Insull selected the architecture firm Graham, Anderson, Probst & White who were responsible for numerous buildings in the downtown Chicago Loop (including the art deco Merchandise Mart and the former Morton Salt headquarters building next door to the Civic Opera House at 110 N Wacker, constructed in the 1950s). As they did on other occasions, the architects commissioned Henry Hering to produce architectural sculpture for the building. The Indiana limestone used on the exterior was brought from Bedford, Indiana and carved by a team of stone carvers at Ingalls Stone Company under the direction of Harry (Enrico) Liva.

The inaugural season was marked by the première of Camille, a modern opera by 28-year-old Chicago-composer Hamilton Forrest July 15, 1929. It was commissioned by the Civic Opera's prime star and manager, Mary Garden. The opera received mixed reviews and parts of it were broadcast in the Boston area. The Civic Opera is the only house in which the work has ever been performed.

The facility underwent a major renovation in 1993 when Lyric Opera of Chicago purchased the space after years of renting. The chairs were repainted and reupholstered, the carpeting replaced, and the gilt paint completely re-stenciled. The massive project was completed in 1996.
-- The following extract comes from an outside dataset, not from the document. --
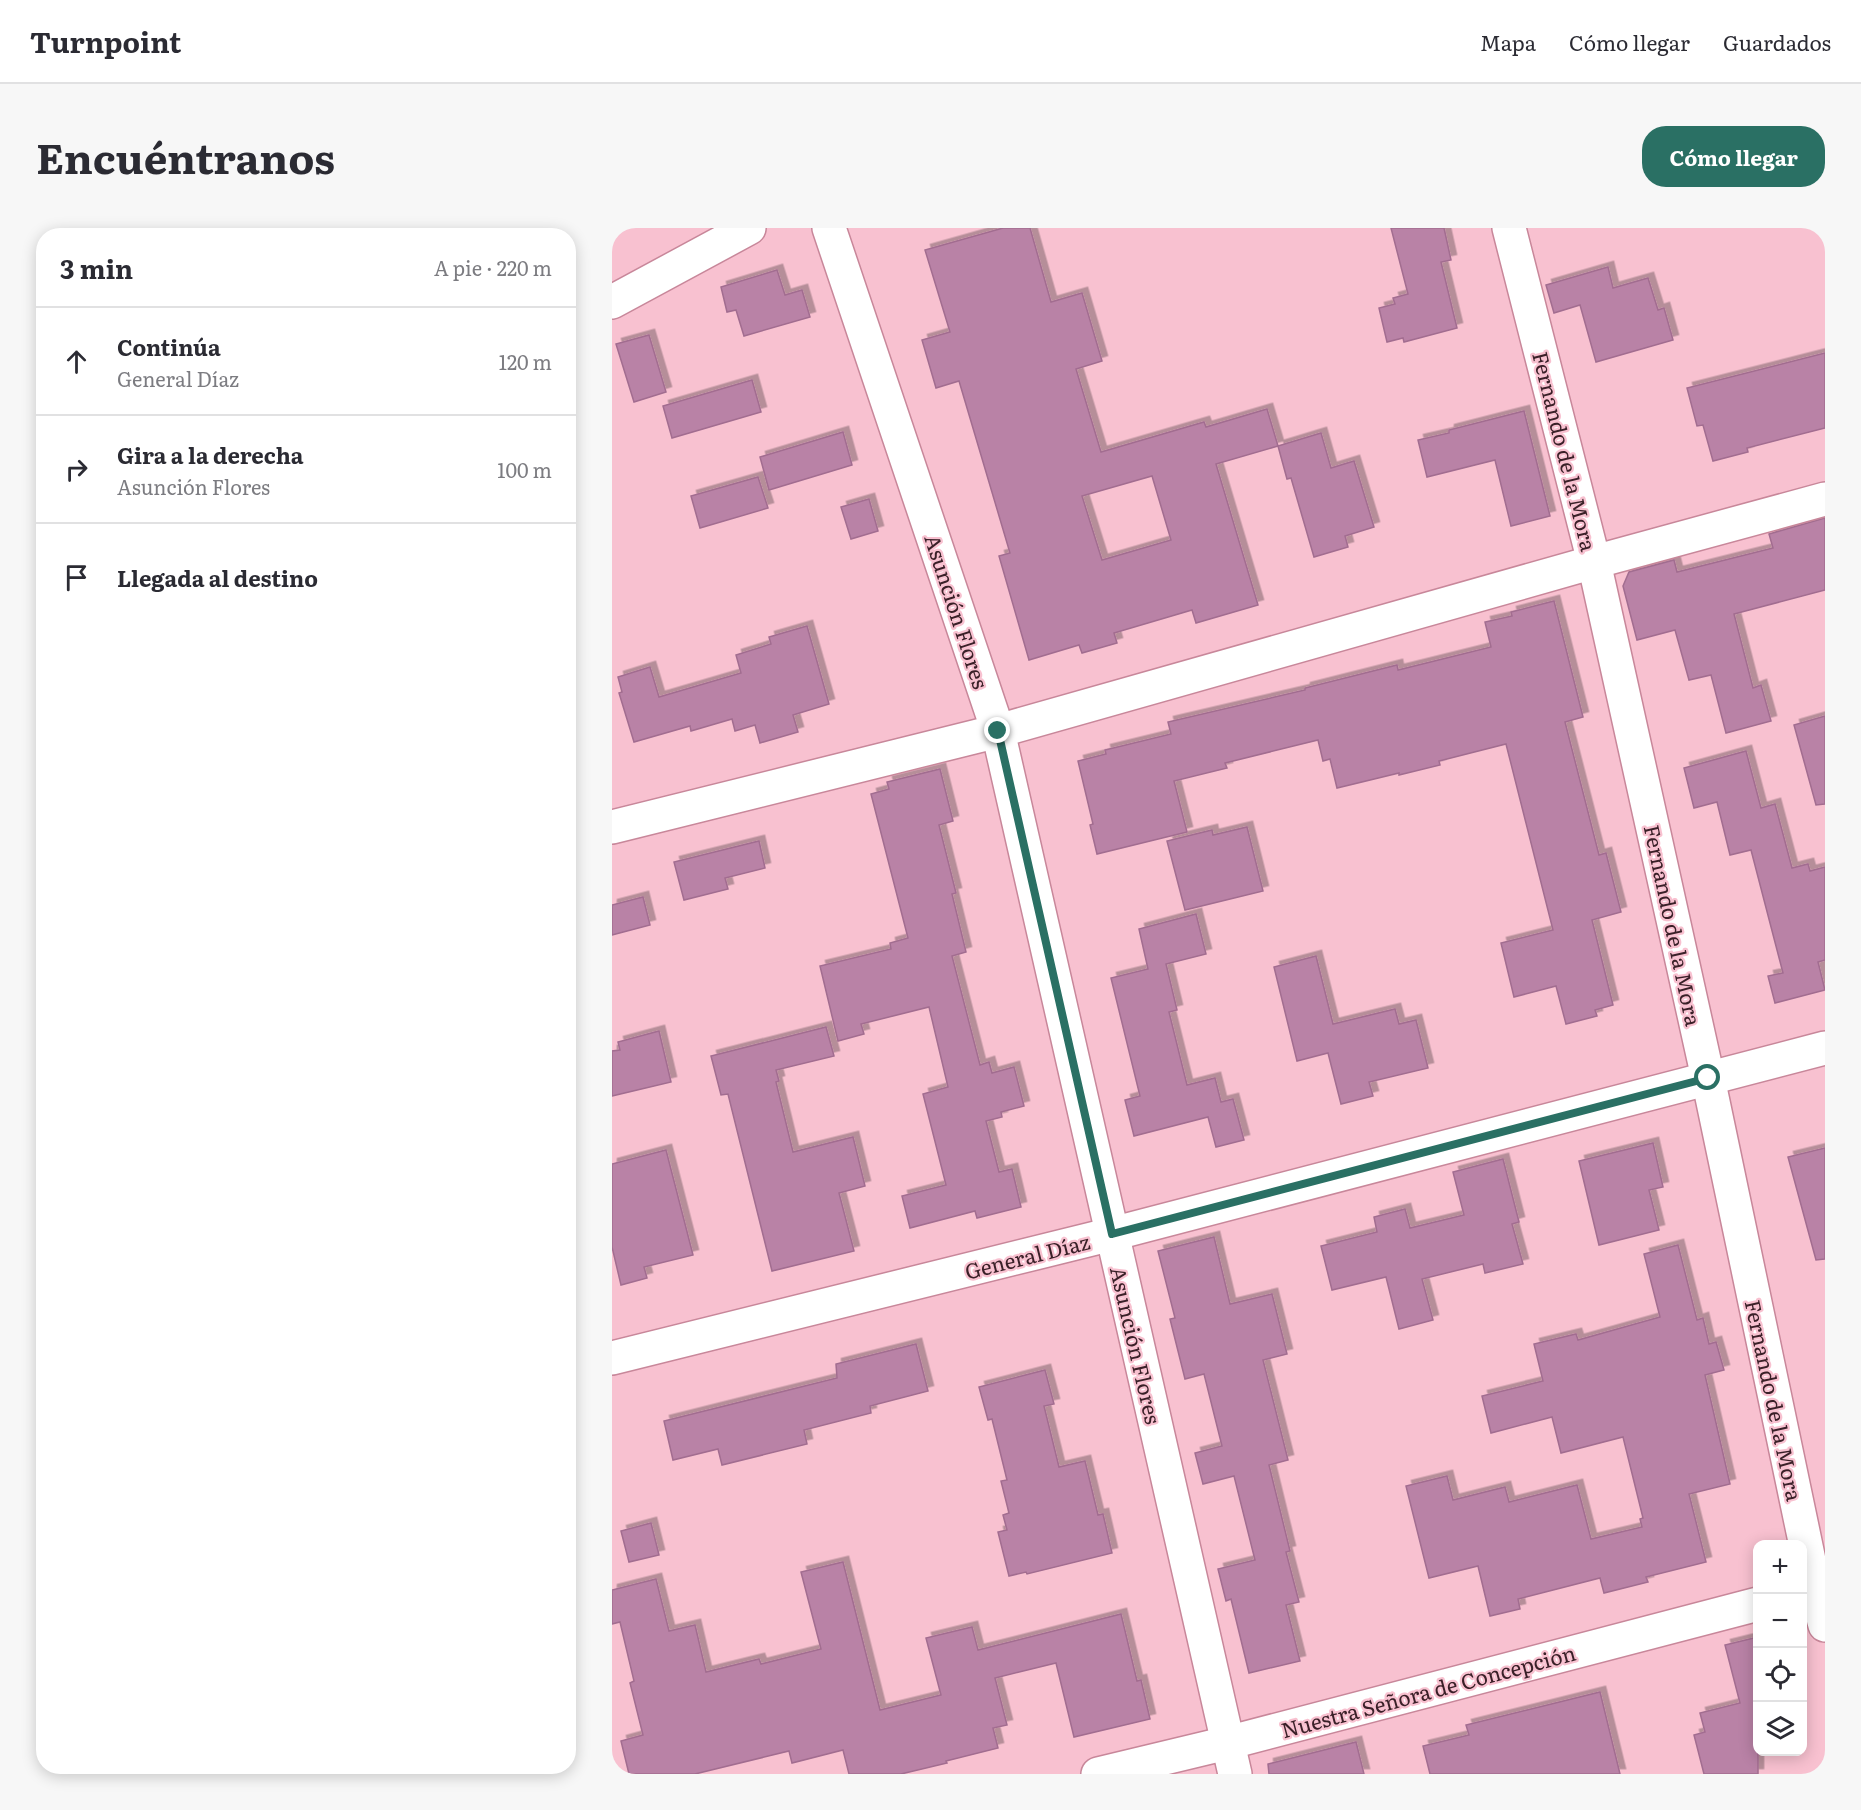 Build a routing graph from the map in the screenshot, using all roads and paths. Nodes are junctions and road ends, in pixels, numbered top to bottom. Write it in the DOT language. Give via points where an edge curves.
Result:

This opera house was the inspiration for the one featured in Orson Welles's film, Citizen Kane. In order for his aspiring opera singer wife to perform, Charles Foster Kane builds an opera house for her, but the quality of her singing reveals her ineptitude. The urban legend is that Samuel Insull built this opera house for his wife, who was not hired by New York's Metropolitan Opera. Variations of this urban legend also often cite that the "chair" represented by the building's architecture faces West, which was intended to be symbolic of Insull turning his back to New York City's Metropolitan Opera from the geographic standpoint of Chicago. The fact, however, is that Samuel Insull's wife was an actress, not an opera singer. A variation on this theme is that it was Insull's daughter who wasn't hired—the problem with this variation is that Insull had no daughters.

==Notable concerts==
On February 25, 1968, Jimi Hendrix performed two shows with his band The Jimi Hendrix Experience.